Your objective: Output the full listing below, keeping each line exact.
--- Data shown ---
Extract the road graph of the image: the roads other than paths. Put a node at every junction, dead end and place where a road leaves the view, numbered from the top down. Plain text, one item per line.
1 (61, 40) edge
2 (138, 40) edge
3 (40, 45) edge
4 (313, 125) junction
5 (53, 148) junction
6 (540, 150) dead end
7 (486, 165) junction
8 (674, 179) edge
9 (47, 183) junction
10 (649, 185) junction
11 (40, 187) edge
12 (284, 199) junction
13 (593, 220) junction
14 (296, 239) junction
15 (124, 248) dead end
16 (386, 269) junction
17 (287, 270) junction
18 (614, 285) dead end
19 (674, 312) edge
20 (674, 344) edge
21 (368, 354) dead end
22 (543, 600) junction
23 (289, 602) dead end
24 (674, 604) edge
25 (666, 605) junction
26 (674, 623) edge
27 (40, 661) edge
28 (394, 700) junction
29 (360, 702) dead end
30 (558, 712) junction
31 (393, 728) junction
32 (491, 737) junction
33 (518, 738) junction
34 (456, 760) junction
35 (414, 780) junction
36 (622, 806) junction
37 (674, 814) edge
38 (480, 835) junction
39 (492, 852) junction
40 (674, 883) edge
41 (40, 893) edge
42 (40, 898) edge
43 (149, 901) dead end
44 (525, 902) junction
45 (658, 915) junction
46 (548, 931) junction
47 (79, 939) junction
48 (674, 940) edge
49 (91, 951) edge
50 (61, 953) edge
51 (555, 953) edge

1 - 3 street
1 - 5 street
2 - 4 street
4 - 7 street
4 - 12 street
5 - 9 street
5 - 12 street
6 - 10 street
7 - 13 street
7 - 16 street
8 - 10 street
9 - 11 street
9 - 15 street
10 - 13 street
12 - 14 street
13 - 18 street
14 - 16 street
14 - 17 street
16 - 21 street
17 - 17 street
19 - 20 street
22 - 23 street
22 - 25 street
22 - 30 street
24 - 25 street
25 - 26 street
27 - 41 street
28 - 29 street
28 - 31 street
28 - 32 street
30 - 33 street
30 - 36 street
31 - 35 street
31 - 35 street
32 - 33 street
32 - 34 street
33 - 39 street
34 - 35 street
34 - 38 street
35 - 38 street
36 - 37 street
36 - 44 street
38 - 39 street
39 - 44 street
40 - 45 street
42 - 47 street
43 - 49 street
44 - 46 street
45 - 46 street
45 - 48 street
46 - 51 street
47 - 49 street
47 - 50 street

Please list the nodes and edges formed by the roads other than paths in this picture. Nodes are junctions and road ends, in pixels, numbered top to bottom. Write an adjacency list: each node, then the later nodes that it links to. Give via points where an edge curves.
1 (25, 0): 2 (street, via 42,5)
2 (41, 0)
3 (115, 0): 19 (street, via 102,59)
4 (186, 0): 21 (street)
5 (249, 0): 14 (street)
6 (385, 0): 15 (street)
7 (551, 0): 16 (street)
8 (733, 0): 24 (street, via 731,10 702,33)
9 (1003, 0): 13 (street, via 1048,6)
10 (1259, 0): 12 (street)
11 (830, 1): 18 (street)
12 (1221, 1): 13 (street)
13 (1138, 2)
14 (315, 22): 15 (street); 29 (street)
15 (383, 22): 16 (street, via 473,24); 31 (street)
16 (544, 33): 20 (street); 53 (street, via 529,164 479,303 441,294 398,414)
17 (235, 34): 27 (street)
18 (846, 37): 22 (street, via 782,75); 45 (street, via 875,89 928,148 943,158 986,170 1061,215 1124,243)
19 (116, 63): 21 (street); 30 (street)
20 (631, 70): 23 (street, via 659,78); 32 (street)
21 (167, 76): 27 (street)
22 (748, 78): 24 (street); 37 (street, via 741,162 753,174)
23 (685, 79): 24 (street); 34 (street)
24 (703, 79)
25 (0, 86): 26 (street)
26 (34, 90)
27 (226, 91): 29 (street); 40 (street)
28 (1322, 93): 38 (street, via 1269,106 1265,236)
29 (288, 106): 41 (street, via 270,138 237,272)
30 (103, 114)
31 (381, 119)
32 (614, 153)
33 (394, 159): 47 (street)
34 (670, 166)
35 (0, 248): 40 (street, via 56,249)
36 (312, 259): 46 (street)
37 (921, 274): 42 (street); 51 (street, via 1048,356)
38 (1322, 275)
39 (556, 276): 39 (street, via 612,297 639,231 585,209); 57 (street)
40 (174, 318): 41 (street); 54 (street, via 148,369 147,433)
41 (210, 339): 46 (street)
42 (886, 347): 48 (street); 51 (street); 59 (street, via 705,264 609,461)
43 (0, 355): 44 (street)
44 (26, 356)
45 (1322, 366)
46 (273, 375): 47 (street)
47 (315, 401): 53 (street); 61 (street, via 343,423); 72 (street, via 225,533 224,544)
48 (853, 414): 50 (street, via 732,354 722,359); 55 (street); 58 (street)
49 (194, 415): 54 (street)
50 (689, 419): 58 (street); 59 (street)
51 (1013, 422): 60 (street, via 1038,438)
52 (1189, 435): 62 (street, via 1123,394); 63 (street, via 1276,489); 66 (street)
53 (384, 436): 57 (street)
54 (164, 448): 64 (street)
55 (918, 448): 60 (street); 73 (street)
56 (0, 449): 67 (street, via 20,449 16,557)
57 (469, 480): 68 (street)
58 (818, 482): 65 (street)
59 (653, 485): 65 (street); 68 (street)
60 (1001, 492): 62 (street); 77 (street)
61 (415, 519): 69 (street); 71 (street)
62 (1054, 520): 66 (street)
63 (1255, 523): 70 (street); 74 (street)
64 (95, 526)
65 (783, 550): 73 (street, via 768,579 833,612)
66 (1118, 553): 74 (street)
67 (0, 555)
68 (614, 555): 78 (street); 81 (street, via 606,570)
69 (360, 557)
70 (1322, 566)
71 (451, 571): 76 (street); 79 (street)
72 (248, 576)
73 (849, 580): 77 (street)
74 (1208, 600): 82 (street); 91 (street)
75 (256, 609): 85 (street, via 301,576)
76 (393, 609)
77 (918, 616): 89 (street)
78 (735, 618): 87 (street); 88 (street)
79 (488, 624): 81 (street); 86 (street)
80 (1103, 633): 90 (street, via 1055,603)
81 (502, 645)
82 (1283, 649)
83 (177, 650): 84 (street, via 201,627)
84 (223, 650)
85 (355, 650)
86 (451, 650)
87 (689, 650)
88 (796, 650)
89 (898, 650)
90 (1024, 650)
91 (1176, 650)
---
The answer:
Extract the road graph of the image: the roads other than paths. Put a node at every junction, dead end and place where a road leaves the view, numbered from the top down. Plain text, one item per line.
1 (61, 40) edge
2 (138, 40) edge
3 (40, 45) edge
4 (313, 125) junction
5 (53, 148) junction
6 (540, 150) dead end
7 (486, 165) junction
8 (674, 179) edge
9 (47, 183) junction
10 (649, 185) junction
11 (40, 187) edge
12 (284, 199) junction
13 (593, 220) junction
14 (296, 239) junction
15 (124, 248) dead end
16 (386, 269) junction
17 (287, 270) junction
18 (614, 285) dead end
19 (674, 312) edge
20 (674, 344) edge
21 (368, 354) dead end
22 (543, 600) junction
23 (289, 602) dead end
24 (674, 604) edge
25 (666, 605) junction
26 (674, 623) edge
27 (40, 661) edge
28 (394, 700) junction
29 (360, 702) dead end
30 (558, 712) junction
31 (393, 728) junction
32 (491, 737) junction
33 (518, 738) junction
34 (456, 760) junction
35 (414, 780) junction
36 (622, 806) junction
37 (674, 814) edge
38 (480, 835) junction
39 (492, 852) junction
40 (674, 883) edge
41 (40, 893) edge
42 (40, 898) edge
43 (149, 901) dead end
44 (525, 902) junction
45 (658, 915) junction
46 (548, 931) junction
47 (79, 939) junction
48 (674, 940) edge
49 (91, 951) edge
50 (61, 953) edge
51 (555, 953) edge

1 - 3 street
1 - 5 street
2 - 4 street
4 - 7 street
4 - 12 street
5 - 9 street
5 - 12 street
6 - 10 street
7 - 13 street
7 - 16 street
8 - 10 street
9 - 11 street
9 - 15 street
10 - 13 street
12 - 14 street
13 - 18 street
14 - 16 street
14 - 17 street
16 - 21 street
17 - 17 street
19 - 20 street
22 - 23 street
22 - 25 street
22 - 30 street
24 - 25 street
25 - 26 street
27 - 41 street
28 - 29 street
28 - 31 street
28 - 32 street
30 - 33 street
30 - 36 street
31 - 35 street
31 - 35 street
32 - 33 street
32 - 34 street
33 - 39 street
34 - 35 street
34 - 38 street
35 - 38 street
36 - 37 street
36 - 44 street
38 - 39 street
39 - 44 street
40 - 45 street
42 - 47 street
43 - 49 street
44 - 46 street
45 - 46 street
45 - 48 street
46 - 51 street
47 - 49 street
47 - 50 street

Please list the nodes and edges formed by the roads other than paths in this picture. Nodes are junctions and road ends, in pixels, numbered top to bottom. Write an adjacency list: each node, then the later nodes that it links to. Give via points where an edge curves.
1 (25, 0): 2 (street, via 42,5)
2 (41, 0)
3 (115, 0): 19 (street, via 102,59)
4 (186, 0): 21 (street)
5 (249, 0): 14 (street)
6 (385, 0): 15 (street)
7 (551, 0): 16 (street)
8 (733, 0): 24 (street, via 731,10 702,33)
9 (1003, 0): 13 (street, via 1048,6)
10 (1259, 0): 12 (street)
11 (830, 1): 18 (street)
12 (1221, 1): 13 (street)
13 (1138, 2)
14 (315, 22): 15 (street); 29 (street)
15 (383, 22): 16 (street, via 473,24); 31 (street)
16 (544, 33): 20 (street); 53 (street, via 529,164 479,303 441,294 398,414)
17 (235, 34): 27 (street)
18 (846, 37): 22 (street, via 782,75); 45 (street, via 875,89 928,148 943,158 986,170 1061,215 1124,243)
19 (116, 63): 21 (street); 30 (street)
20 (631, 70): 23 (street, via 659,78); 32 (street)
21 (167, 76): 27 (street)
22 (748, 78): 24 (street); 37 (street, via 741,162 753,174)
23 (685, 79): 24 (street); 34 (street)
24 (703, 79)
25 (0, 86): 26 (street)
26 (34, 90)
27 (226, 91): 29 (street); 40 (street)
28 (1322, 93): 38 (street, via 1269,106 1265,236)
29 (288, 106): 41 (street, via 270,138 237,272)
30 (103, 114)
31 (381, 119)
32 (614, 153)
33 (394, 159): 47 (street)
34 (670, 166)
35 (0, 248): 40 (street, via 56,249)
36 (312, 259): 46 (street)
37 (921, 274): 42 (street); 51 (street, via 1048,356)
38 (1322, 275)
39 (556, 276): 39 (street, via 612,297 639,231 585,209); 57 (street)
40 (174, 318): 41 (street); 54 (street, via 148,369 147,433)
41 (210, 339): 46 (street)
42 (886, 347): 48 (street); 51 (street); 59 (street, via 705,264 609,461)
43 (0, 355): 44 (street)
44 (26, 356)
45 (1322, 366)
46 (273, 375): 47 (street)
47 (315, 401): 53 (street); 61 (street, via 343,423); 72 (street, via 225,533 224,544)
48 (853, 414): 50 (street, via 732,354 722,359); 55 (street); 58 (street)
49 (194, 415): 54 (street)
50 (689, 419): 58 (street); 59 (street)
51 (1013, 422): 60 (street, via 1038,438)
52 (1189, 435): 62 (street, via 1123,394); 63 (street, via 1276,489); 66 (street)
53 (384, 436): 57 (street)
54 (164, 448): 64 (street)
55 (918, 448): 60 (street); 73 (street)
56 (0, 449): 67 (street, via 20,449 16,557)
57 (469, 480): 68 (street)
58 (818, 482): 65 (street)
59 (653, 485): 65 (street); 68 (street)
60 (1001, 492): 62 (street); 77 (street)
61 (415, 519): 69 (street); 71 (street)
62 (1054, 520): 66 (street)
63 (1255, 523): 70 (street); 74 (street)
64 (95, 526)
65 (783, 550): 73 (street, via 768,579 833,612)
66 (1118, 553): 74 (street)
67 (0, 555)
68 (614, 555): 78 (street); 81 (street, via 606,570)
69 (360, 557)
70 (1322, 566)
71 (451, 571): 76 (street); 79 (street)
72 (248, 576)
73 (849, 580): 77 (street)
74 (1208, 600): 82 (street); 91 (street)
75 (256, 609): 85 (street, via 301,576)
76 (393, 609)
77 (918, 616): 89 (street)
78 (735, 618): 87 (street); 88 (street)
79 (488, 624): 81 (street); 86 (street)
80 (1103, 633): 90 (street, via 1055,603)
81 (502, 645)
82 (1283, 649)
83 (177, 650): 84 (street, via 201,627)
84 (223, 650)
85 (355, 650)
86 (451, 650)
87 (689, 650)
88 (796, 650)
89 (898, 650)
90 (1024, 650)
91 (1176, 650)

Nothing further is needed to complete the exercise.